Mime-Version: 1.0 (Mac OS X Mail 11.5 \(3445.9.1\))
Date: Sat, 15 Sep 2018 18:56:46 -0500
In-Reply-To: <a7a5c833-427c-acd4-1502-675ce3c1bbac@usdonovans.com>
Cc: "dime@ietf.org" <dime@ietf.org>
To: draft-ietf-dime-doic-rate-control.all@ietf.org
References: <a7a5c833-427c-acd4-1502-675ce3c1bbac@usdonovans.com>
X-Mailer: Apple Mail (2.3445.9.1)
Archived-At: <https://mailarchive.ietf.org/arch/msg/dime/HXKwHDgXevY5TpTHf9ywRoxMCz4>
Subject: Re: [Dime] New version of DOIC rate draft
X-BeenThere: dime@ietf.org
X-Mailman-Version: 2.1.29
Precedence: list
List-Id: Diameter Maintanence and Extentions Working Group <dime.ietf.org>
List-Unsubscribe: <https://www.ietf.org/mailman/options/dime>, <mailto:dime-request@ietf.org?subject=unsubscribe>
List-Archive: <https://mailarchive.ietf.org/arch/browse/dime/>
List-Post: <mailto:dime@ietf.org>
List-Help: <mailto:dime-request@ietf.org?subject=help>
List-Subscribe: <https://www.ietf.org/mailman/listinfo/dime>, <mailto:dime-request@ietf.org?subject=subscribe>
X-List-Received-Date: Sat, 15 Sep 2018 23:56:53 -0000

Hi, thanks for posting the update; I think it is making progress. However,  I still have some comments I would like to address before IETF LC:

Thanks!

Ben.

Substantive Comments:

- General: I still think more discussion is needed about allocating rate to multiple input sources.
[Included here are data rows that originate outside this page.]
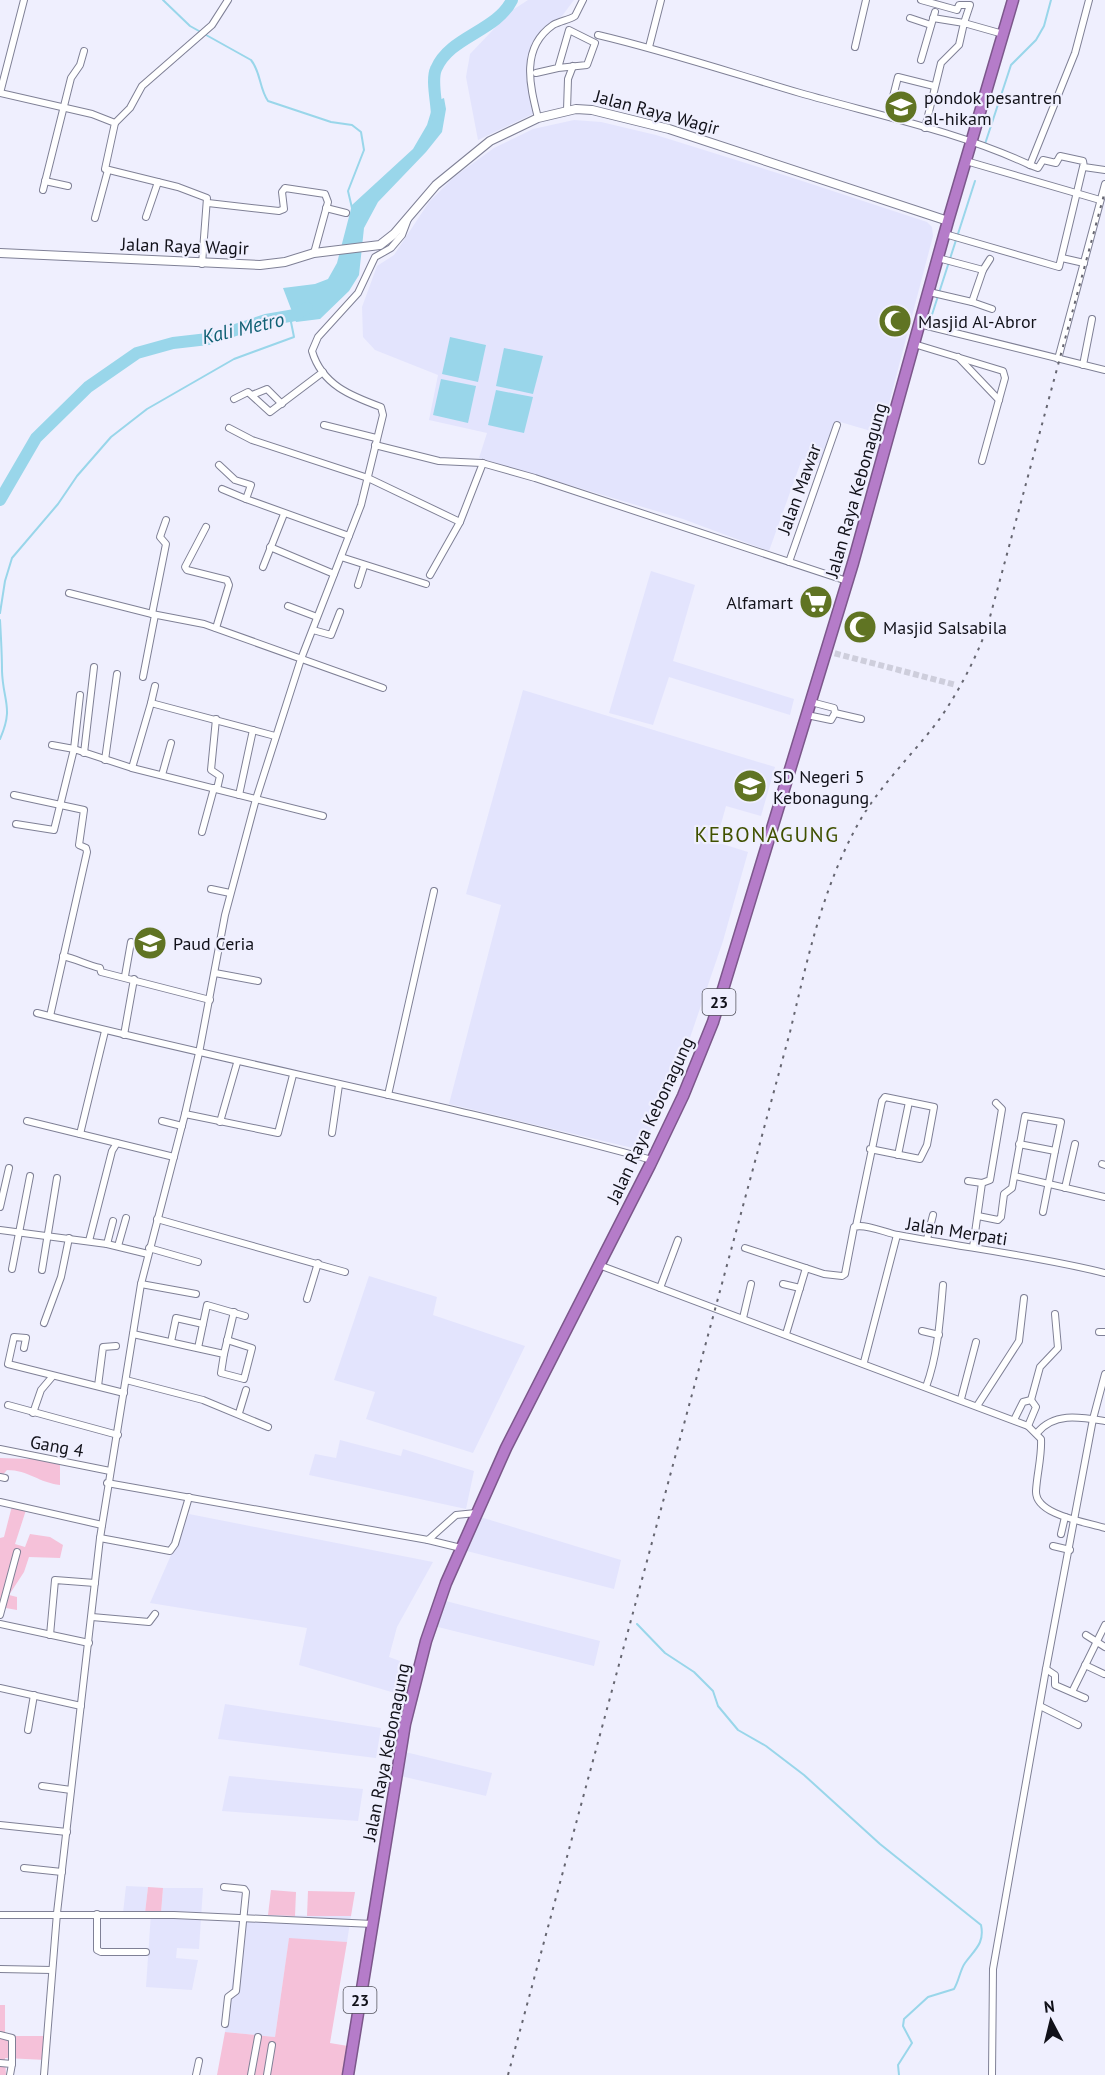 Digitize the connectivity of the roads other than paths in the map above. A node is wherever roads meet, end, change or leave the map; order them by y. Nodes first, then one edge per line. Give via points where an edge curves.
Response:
1 (24, 0) edge
2 (228, 0) edge
3 (583, 0) edge
4 (661, 0) edge
5 (866, 0) edge
6 (921, 0) edge
7 (1013, 0) edge
8 (1089, 0) edge
9 (910, 18) dead end
10 (933, 18) junction
11 (964, 24) junction
12 (1003, 34) junction
13 (598, 35) dead end
14 (649, 47) junction
15 (855, 47) dead end
16 (84, 51) dead end
17 (921, 60) dead end
18 (573, 66) junction
19 (561, 67) junction
20 (536, 73) dead end
21 (568, 79) junction
22 (934, 86) junction
23 (0, 93) edge
24 (64, 107) junction
25 (567, 110) junction
26 (888, 116) junction
27 (538, 118) junction
28 (115, 123) junction
29 (926, 128) junction
30 (980, 144) junction
31 (975, 163) junction
32 (1030, 165) junction
33 (1083, 167) junction
34 (108, 170) junction
35 (1105, 170) edge
36 (45, 181) junction
37 (158, 182) junction
38 (1105, 183) edge
39 (68, 186) dead end
40 (43, 190) dead end
41 (1078, 194) junction
42 (1100, 200) junction
43 (208, 204) junction
44 (326, 208) junction
45 (346, 213) dead end
46 (409, 216) junction
47 (146, 217) dead end
48 (95, 218) dead end
49 (948, 221) junction
50 (953, 237) junction
51 (0, 253) edge
52 (314, 253) junction
53 (1062, 258) junction
54 (942, 259) junction
55 (990, 259) dead end
56 (1084, 263) junction
57 (202, 264) junction
58 (983, 270) junction
59 (933, 293) junction
60 (972, 302) junction
61 (992, 309) dead end
62 (1092, 319) dead end
63 (919, 324) junction
64 (914, 344) junction
65 (957, 356) junction
66 (1058, 359) junction
67 (1083, 365) junction
68 (1105, 370) edge
69 (323, 372) junction
70 (252, 395) junction
71 (234, 399) dead end
72 (999, 400) junction
73 (282, 404) junction
74 (324, 425) dead end
75 (837, 425) dead end
76 (229, 428) dead end
77 (376, 442) junction
78 (982, 461) dead end
79 (483, 463) junction
80 (219, 465) dead end
81 (368, 478) junction
82 (222, 489) dead end
83 (246, 499) junction
84 (284, 514) junction
85 (166, 520) dead end
86 (460, 522) junction
87 (206, 527) dead end
88 (349, 536) junction
89 (270, 547) junction
90 (341, 557) junction
91 (789, 562) junction
92 (364, 566) junction
93 (262, 567) dead end
94 (334, 574) junction
95 (430, 575) dead end
96 (847, 581) junction
97 (423, 584) dead end
98 (358, 585) dead end
99 (69, 593) dead end
100 (288, 606) dead end
101 (340, 612) dead end
102 (154, 615) junction
103 (317, 617) junction
104 (216, 628) junction
105 (313, 630) junction
106 (301, 658) junction
107 (94, 668) dead end
108 (117, 674) dead end
109 (143, 677) dead end
110 (155, 686) dead end
111 (383, 688) dead end
112 (80, 695) dead end
113 (811, 702) junction
114 (151, 703) junction
115 (835, 713) junction
116 (807, 715) junction
117 (861, 718) dead end
118 (216, 719) junction
119 (253, 730) junction
120 (275, 736) junction
121 (171, 743) dead end
122 (52, 745) dead end
123 (74, 749) junction
124 (84, 753) junction
125 (105, 760) junction
126 (132, 768) junction
127 (162, 775) junction
128 (216, 789) junction
129 (14, 795) dead end
130 (239, 795) junction
131 (256, 799) junction
132 (59, 804) junction
133 (323, 816) dead end
134 (16, 824) dead end
135 (202, 832) dead end
136 (211, 889) dead end
137 (434, 891) dead end
138 (230, 893) junction
139 (131, 942) dead end
140 (63, 956) junction
141 (215, 973) junction
142 (125, 976) junction
143 (134, 979) junction
144 (258, 981) dead end
145 (210, 1000) junction
146 (37, 1013) dead end
147 (50, 1016) junction
148 (105, 1031) junction
149 (124, 1035) junction
150 (199, 1053) junction
151 (237, 1062) junction
152 (293, 1075) junction
153 (339, 1085) junction
154 (387, 1095) junction
155 (909, 1102) junction
156 (996, 1103) dead end
157 (185, 1114) junction
158 (27, 1121) dead end
159 (162, 1122) dead end
160 (220, 1122) junction
161 (182, 1126) junction
162 (333, 1133) dead end
163 (80, 1134) junction
164 (117, 1143) junction
165 (1019, 1144) junction
166 (1075, 1144) dead end
167 (870, 1149) junction
168 (1055, 1151) junction
169 (898, 1155) junction
170 (174, 1157) junction
171 (652, 1160) junction
172 (9, 1168) dead end
173 (30, 1176) dead end
174 (1015, 1176) junction
175 (57, 1178) dead end
176 (968, 1181) dead end
177 (982, 1183) junction
178 (1048, 1183) junction
179 (1065, 1188) junction
180 (1105, 1197) edge
181 (0, 1207) edge
182 (1043, 1212) dead end
183 (933, 1215) dead end
184 (978, 1216) junction
185 (126, 1218) dead end
186 (157, 1220) junction
187 (113, 1221) dead end
188 (856, 1226) junction
189 (0, 1230) edge
190 (20, 1233) junction
191 (47, 1235) junction
192 (897, 1235) junction
193 (69, 1238) junction
194 (927, 1239) junction
195 (678, 1240) dead end
196 (89, 1241) junction
197 (107, 1244) junction
198 (118, 1246) junction
199 (973, 1247) junction
200 (745, 1248) dead end
201 (149, 1251) junction
202 (198, 1262) dead end
203 (318, 1263) junction
204 (599, 1265) junction
205 (806, 1268) junction
206 (12, 1269) dead end
207 (42, 1270) dead end
208 (345, 1272) dead end
209 (1105, 1273) edge
210 (141, 1284) junction
211 (751, 1284) dead end
212 (783, 1284) dead end
213 (943, 1285) dead end
214 (660, 1288) junction
215 (800, 1288) junction
216 (196, 1294) dead end
217 (1024, 1298) dead end
218 (307, 1299) dead end
219 (234, 1312) junction
220 (1055, 1314) dead end
221 (245, 1316) dead end
222 (743, 1318) junction
223 (44, 1323) dead end
224 (203, 1324) junction
225 (922, 1331) dead end
226 (133, 1334) junction
227 (786, 1334) junction
228 (939, 1335) junction
229 (227, 1340) junction
230 (171, 1342) junction
231 (976, 1342) dead end
232 (116, 1346) dead end
233 (24, 1348) dead end
234 (198, 1348) junction
235 (224, 1354) junction
236 (864, 1362) junction
237 (1105, 1374) edge
238 (52, 1377) junction
239 (126, 1380) junction
240 (98, 1386) junction
241 (926, 1387) junction
242 (246, 1389) dead end
243 (123, 1393) junction
244 (961, 1399) junction
245 (1031, 1400) junction
246 (8, 1405) dead end
247 (977, 1407) junction
248 (33, 1413) junction
249 (239, 1413) junction
250 (1093, 1419) junction
251 (1014, 1420) junction
252 (1105, 1421) edge
253 (1028, 1426) junction
254 (268, 1427) dead end
255 (1037, 1433) junction
256 (118, 1434) junction
257 (0, 1449) edge
258 (109, 1472) junction
259 (107, 1482) junction
260 (189, 1497) junction
261 (0, 1502) edge
262 (476, 1513) junction
263 (1065, 1517) junction
264 (1075, 1519) junction
265 (102, 1525) junction
266 (1105, 1528) edge
267 (1061, 1534) dead end
268 (100, 1538) junction
269 (428, 1540) junction
270 (1053, 1546) dead end
271 (461, 1548) junction
272 (1070, 1550) junction
273 (17, 1552) dead end
274 (95, 1583) junction
275 (155, 1614) dead end
276 (0, 1615) edge
277 (92, 1617) junction
278 (0, 1624) edge
279 (1105, 1625) edge
280 (50, 1635) junction
281 (1086, 1635) dead end
282 (1096, 1641) junction
283 (89, 1643) junction
284 (1105, 1647) edge
285 (1085, 1665) junction
286 (1046, 1669) junction
287 (1104, 1674) edge
288 (0, 1688) edge
289 (1072, 1692) junction
290 (34, 1695) junction
291 (1085, 1698) dead end
292 (81, 1706) junction
293 (1040, 1706) junction
294 (1078, 1725) dead end
295 (28, 1730) dead end
296 (42, 1786) dead end
297 (71, 1790) junction
298 (0, 1825) edge
299 (67, 1832) junction
300 (24, 1868) dead end
301 (62, 1872) junction
302 (224, 1887) dead end
303 (57, 1913) junction
304 (97, 1914) junction
305 (0, 1915) edge
306 (244, 1917) junction
307 (374, 1924) junction
308 (146, 1952) dead end
309 (0, 1969) edge
310 (52, 1970) junction
311 (225, 2024) dead end
312 (0, 2036) edge
313 (258, 2037) dead end
314 (272, 2045) dead end
315 (199, 2061) dead end
316 (0, 2063) edge
317 (12, 2064) junction
318 (10, 2075) edge
319 (44, 2075) edge
320 (196, 2075) edge
321 (251, 2075) edge
322 (267, 2075) edge
323 (348, 2075) edge
324 (993, 2075) edge

1 - 23 street
2 - 28 street via 212,25 142,86 130,108
3 - 27 street via 575,16 554,25 533,51 529,76
4 - 14 street
5 - 15 street
6 - 11 street via 957,10 959,4 970,4
7 - 12 highway, Jalan Raya Kebonagung / 23
8 - 32 street via 1075,53
9 - 10 street
10 - 11 street
10 - 17 street
11 - 12 street
11 - 22 street via 959,45 941,63
12 - 30 highway, Jalan Raya Kebonagung / 23
13 - 14 street
14 - 26 street
16 - 24 street via 71,78
18 - 19 street
18 - 19 street via 587,65 595,43 569,30
18 - 21 street
19 - 20 street
19 - 21 street
21 - 25 street
22 - 26 street via 898,77
22 - 29 street
23 - 24 street
24 - 28 street
24 - 36 street
25 - 27 main road, Jalan Raya Wagir
25 - 49 main road, Jalan Raya Wagir via 592,110 669,129
26 - 29 street
27 - 46 main road, Jalan Raya Wagir via 500,135 471,155 428,193
28 - 34 street via 105,168
29 - 30 street
30 - 31 highway, Jalan Raya Kebonagung / 23
30 - 32 street
31 - 41 street
31 - 49 highway, Jalan Raya Kebonagung / 23
32 - 33 street via 1038,168 1043,160 1056,163 1060,156 1083,161
33 - 35 street
33 - 41 street
34 - 37 street
34 - 48 street
36 - 39 street
36 - 40 street
37 - 43 street via 206,197
37 - 47 street
38 - 42 street
41 - 42 street
41 - 53 street
42 - 56 street
43 - 44 street via 282,211 283,189 287,188 325,194
43 - 57 street
44 - 45 street
44 - 52 street
46 - 52 main road, Jalan Raya Wagir via 389,240 372,247
46 - 69 street via 402,235 391,248 375,257 358,293 318,337 312,351
49 - 50 highway, Jalan Raya Kebonagung / 23
50 - 53 street via 1059,267
50 - 54 highway, Jalan Raya Kebonagung / 23
51 - 57 main road, Jalan Raya Wagir
52 - 57 main road, Jalan Raya Wagir via 267,265
53 - 56 street
54 - 58 street
54 - 59 highway, Jalan Raya Kebonagung / 23
55 - 58 street
56 - 66 street
58 - 60 street
59 - 60 street
59 - 63 highway, Jalan Raya Kebonagung / 23
60 - 61 street
62 - 67 street
63 - 64 highway, Jalan Raya Kebonagung / 23
63 - 66 street
64 - 65 street
64 - 96 highway, Jalan Raya Kebonagung / 23
65 - 72 street
65 - 72 street via 1003,371
66 - 67 street
67 - 68 street
69 - 73 street
69 - 77 street via 340,391 382,409
70 - 71 street via 245,392
70 - 73 street via 268,411
70 - 73 street via 267,388
72 - 78 street
74 - 77 street
75 - 91 street, Jalan Mawar
76 - 81 street via 252,440
77 - 79 street via 439,461
77 - 81 street
79 - 86 street
79 - 91 street
80 - 83 street via 235,480 251,485
81 - 86 street
81 - 88 street
82 - 83 street
83 - 84 street
84 - 88 street
84 - 89 street
85 - 102 street via 160,537 166,544
86 - 95 street
87 - 104 street via 185,567 227,580 229,585
88 - 90 street
89 - 93 street
89 - 94 street
90 - 92 street
90 - 94 street
91 - 96 street
92 - 97 street
92 - 98 street
94 - 103 street
96 - 113 highway, Jalan Raya Kebonagung / 23
99 - 102 street
100 - 103 street
101 - 105 street via 331,634
102 - 104 street
102 - 109 street
103 - 105 street
104 - 106 street
105 - 106 street
106 - 111 street
106 - 120 street
107 - 124 street
108 - 125 street
110 - 114 street
112 - 123 street
113 - 115 street via 834,708
113 - 116 highway, Jalan Raya Kebonagung / 23
114 - 118 street
114 - 126 street
115 - 116 street via 831,720
115 - 117 street
116 - 171 highway, Jalan Raya Kebonagung / 23 via 713,1022
118 - 119 street
118 - 128 street via 211,770 220,776
119 - 120 street
119 - 130 street
120 - 131 street
121 - 127 street
122 - 123 street
123 - 124 street
123 - 132 street
124 - 125 street
125 - 126 street
126 - 127 street
127 - 128 street
128 - 130 street
128 - 135 street
129 - 132 street
130 - 131 street
131 - 133 street
131 - 138 street
132 - 134 street via 53,831
132 - 140 street via 84,810 79,846 87,849
136 - 138 street
137 - 154 street
138 - 141 street
139 - 142 street
140 - 142 street via 85,961 100,968 100,972
140 - 147 street
141 - 144 street
141 - 145 street
142 - 143 street
143 - 145 street
143 - 149 street
145 - 150 street
146 - 147 street
147 - 148 street
148 - 149 street
148 - 163 street
149 - 150 street
150 - 151 street
150 - 157 street
151 - 152 street
151 - 160 street
152 - 153 street
152 - 160 street via 278,1133
153 - 154 street
153 - 162 street
154 - 171 street
155 - 167 street via 885,1097
155 - 169 street
155 - 169 street via 934,1107 927,1145 920,1159
156 - 177 street via 1002,1108 991,1178
157 - 160 street
157 - 161 street
158 - 163 street
159 - 161 street
161 - 170 street
163 - 164 street
164 - 170 street
164 - 196 street
165 - 168 street
165 - 168 street via 1023,1119 1029,1115 1061,1122
165 - 174 street
166 - 179 street
167 - 169 street
167 - 188 street
168 - 178 street
170 - 186 street
171 - 204 highway, Jalan Raya Kebonagung / 23
172 - 181 street
173 - 190 street
174 - 178 street
174 - 184 street via 1012,1189 1004,1194 1000,1219
175 - 191 street
176 - 177 street
177 - 184 street
178 - 179 street
178 - 182 street
179 - 180 street
183 - 194 street
184 - 199 street
185 - 198 street
186 - 201 street
186 - 203 street
187 - 197 street
188 - 192 street
188 - 205 street via 845,1274
189 - 190 street
190 - 191 street
190 - 206 street
191 - 193 street
191 - 207 street
192 - 194 street, Jalan Merpati
192 - 236 street, Jalan Merpati
193 - 196 street
193 - 223 street via 62,1278
194 - 199 street, Jalan Merpati
195 - 214 street
196 - 197 street
197 - 198 street
198 - 201 street
199 - 209 street, Jalan Merpati
200 - 205 street
201 - 202 street
201 - 210 street
203 - 208 street
203 - 218 street
204 - 214 street
204 - 262 highway, Jalan Raya Kebonagung / 23
205 - 215 street
210 - 216 street
210 - 226 street
211 - 222 street
212 - 215 street
213 - 228 street
214 - 222 street
215 - 227 street
217 - 247 street via 1019,1341
219 - 221 street
219 - 224 street via 207,1305
219 - 229 street
220 - 245 street via 1058,1348 1040,1367
222 - 227 street
224 - 230 street via 176,1317
224 - 234 street
225 - 228 street
226 - 230 street
226 - 239 street
227 - 236 street
228 - 241 street
229 - 235 street
229 - 235 street via 252,1348 246,1378 221,1373
230 - 234 street
231 - 244 street
232 - 240 street via 103,1347
233 - 238 street via 26,1338 14,1337 8,1364
234 - 235 street
236 - 241 street
237 - 250 street
238 - 240 street
238 - 248 street via 40,1390
239 - 243 street
239 - 249 street via 189,1395
240 - 243 street
241 - 244 street
242 - 249 street
243 - 256 street
244 - 247 street
245 - 251 street via 1023,1402
245 - 253 street via 1036,1407
246 - 248 street
247 - 251 street
248 - 256 street
249 - 254 street
250 - 252 street
250 - 255 street via 1056,1419
250 - 264 street
251 - 253 street
253 - 255 street
255 - 263 street via 1041,1447 1036,1496 1044,1508
256 - 258 street
257 - 258 street, Gang 4
258 - 259 street
259 - 260 street
259 - 265 street
260 - 268 street via 170,1551
260 - 269 street
261 - 265 street
262 - 269 street via 456,1515
262 - 271 highway, Jalan Raya Kebonagung / 23
263 - 264 street
263 - 267 street
264 - 266 street
264 - 272 street
265 - 268 street
268 - 274 street
269 - 271 street
270 - 272 street
271 - 307 highway, Jalan Raya Kebonagung / 23 via 411,1695
272 - 286 street
273 - 276 street
274 - 277 street
274 - 280 street via 55,1580
275 - 277 street via 149,1622
277 - 283 street
278 - 280 street
279 - 282 street
280 - 283 street
281 - 282 street
282 - 284 street
282 - 285 street
283 - 292 street
285 - 287 street
285 - 289 street
286 - 289 street via 1055,1675 1054,1685
286 - 293 street
288 - 290 street
289 - 291 street
290 - 292 street
290 - 295 street
292 - 297 street
293 - 294 street
293 - 324 street via 993,1969
296 - 297 street
297 - 299 street
298 - 299 street
299 - 301 street
300 - 301 street
301 - 303 street
302 - 306 street via 246,1890
303 - 304 street
303 - 305 street
303 - 310 street
304 - 306 street
304 - 308 street via 97,1950
306 - 307 street
306 - 311 street via 236,1991 228,1997
307 - 323 highway, 23
309 - 310 street
310 - 319 street
312 - 317 street via 12,2038
313 - 321 street
314 - 322 street
315 - 320 street
316 - 317 street
317 - 318 street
I get that the actual allocation is a matter of local policy, but there’s still implications that need discussion. I’m not sure I got my concern across in previous discussion, so here’s another attempt:

The issue I think needs elaboration on is how the offered load varies with the number of sources times the (average) rate per each source. That is, if the number of sources changes, the reacting node may need to change the rate limits assigned to each existing source.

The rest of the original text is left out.